The following news items were drawn from the archives of the Mail Tribune 100 years ago

March 30, 1921


Rep. Ben Sheldon Speaks at C. of Commerce Forum on Auto Tax Situation — Constitutional Objections Chief Obstacle.

One of the most important subjects to which the late legislature gave attention was thoroughly discussed at today’s Chamber of Commerce forum luncheon, by Representative Ben C. Sheldon who gave a review of the highway work of the session and particularly the new auto license law.

The speaker mentioned the fact that the road program of the state was fast approaching the point where a re-adjustment in the financing thereof would have to be made or the program come to an early stop, so far as large construction work was concerned. He expressed the opinion that whenever the auto owners grew restless under the increasing of fees and the only alternative was shouldering a part of the burden onto general property taxation, the program would come to a halt, for the reason that the taxable property of the state was already bearing all the burden that it could. Hence according to Mr. Sheldon, the importance of adjusting the road building auto tax equitably as between the various makes of machines.

Gas Tax Unconstitutional

Reference was made to Mr. Sheldon’s fight at the last session to get the larger part of the burden put on gasoline, instead of the auto direct, because of the greater equity in using gasoline consumption as a basis of estimating the use of the highways by the various autos. How this plan was beaten by the constitutional objections raised by the attorney general and other lawyers, was fully explained.

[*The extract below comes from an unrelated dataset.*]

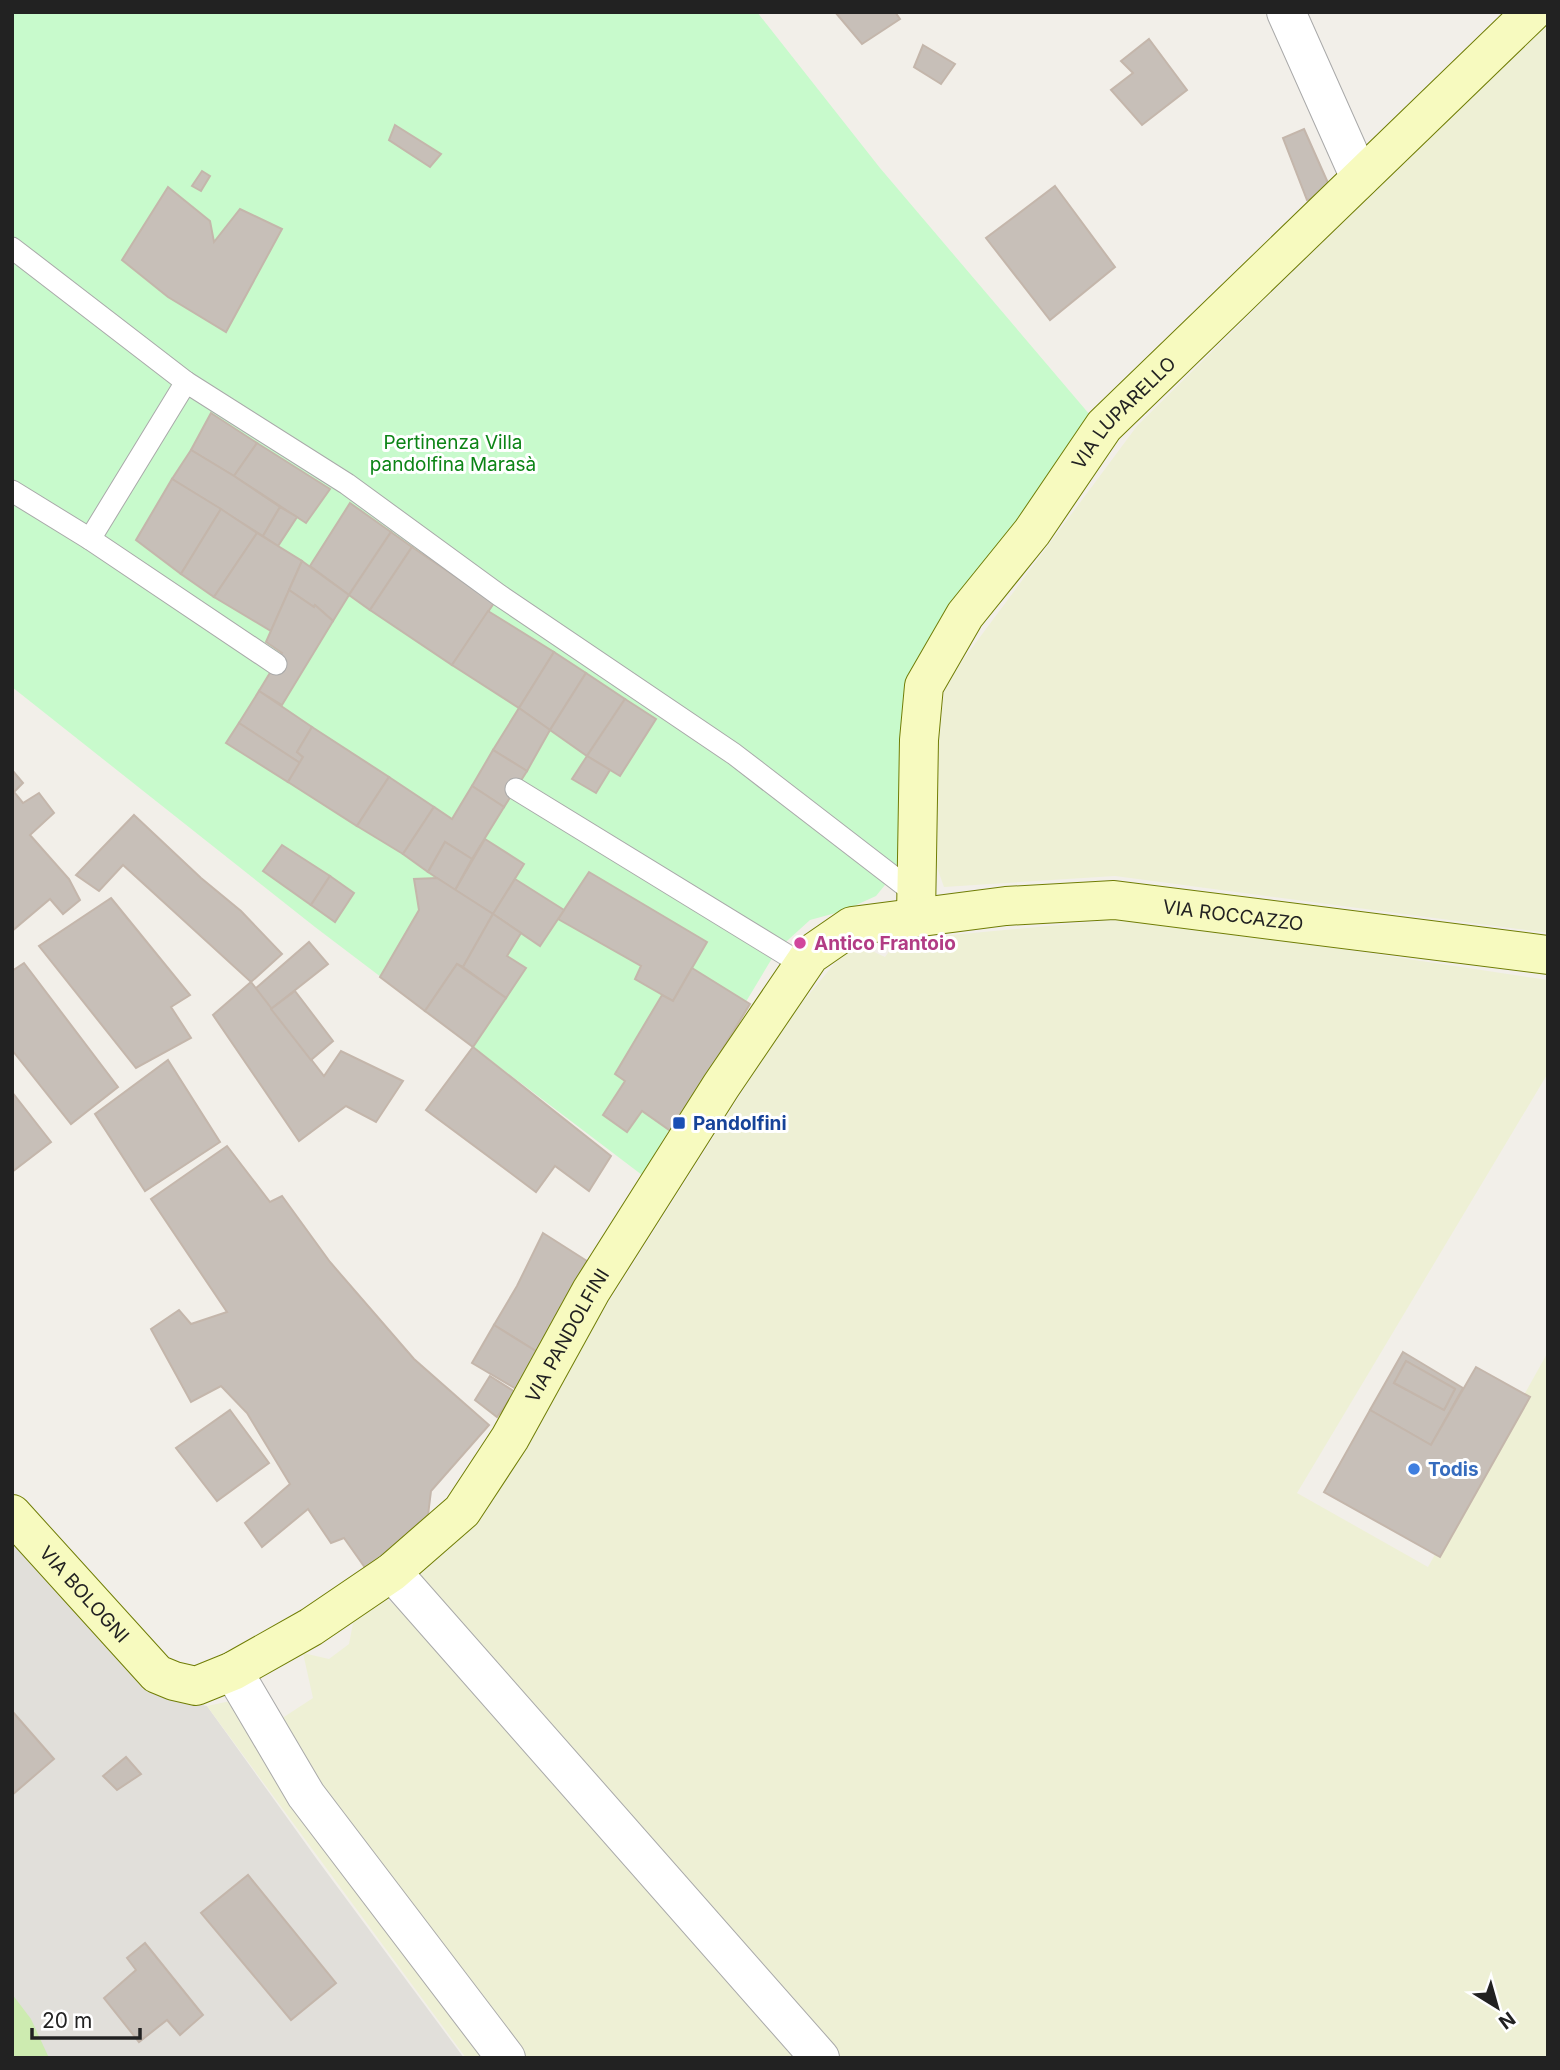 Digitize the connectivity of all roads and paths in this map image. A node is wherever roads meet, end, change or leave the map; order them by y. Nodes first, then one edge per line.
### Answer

A similar objection struck out a clause which Mr. Sheldon had succeeded in inserting in the bill, providing for a reduced fee for the old, used cars. When the basis of the new license fee was changed to one purely of weight of the car, the point was raised that a distinction in the fee charged, based solely on the depreciated value of the car rendered the whole law of questionable legality, and again constitutional limitations defeated what a majority of the members of the legislature wished to write into the law.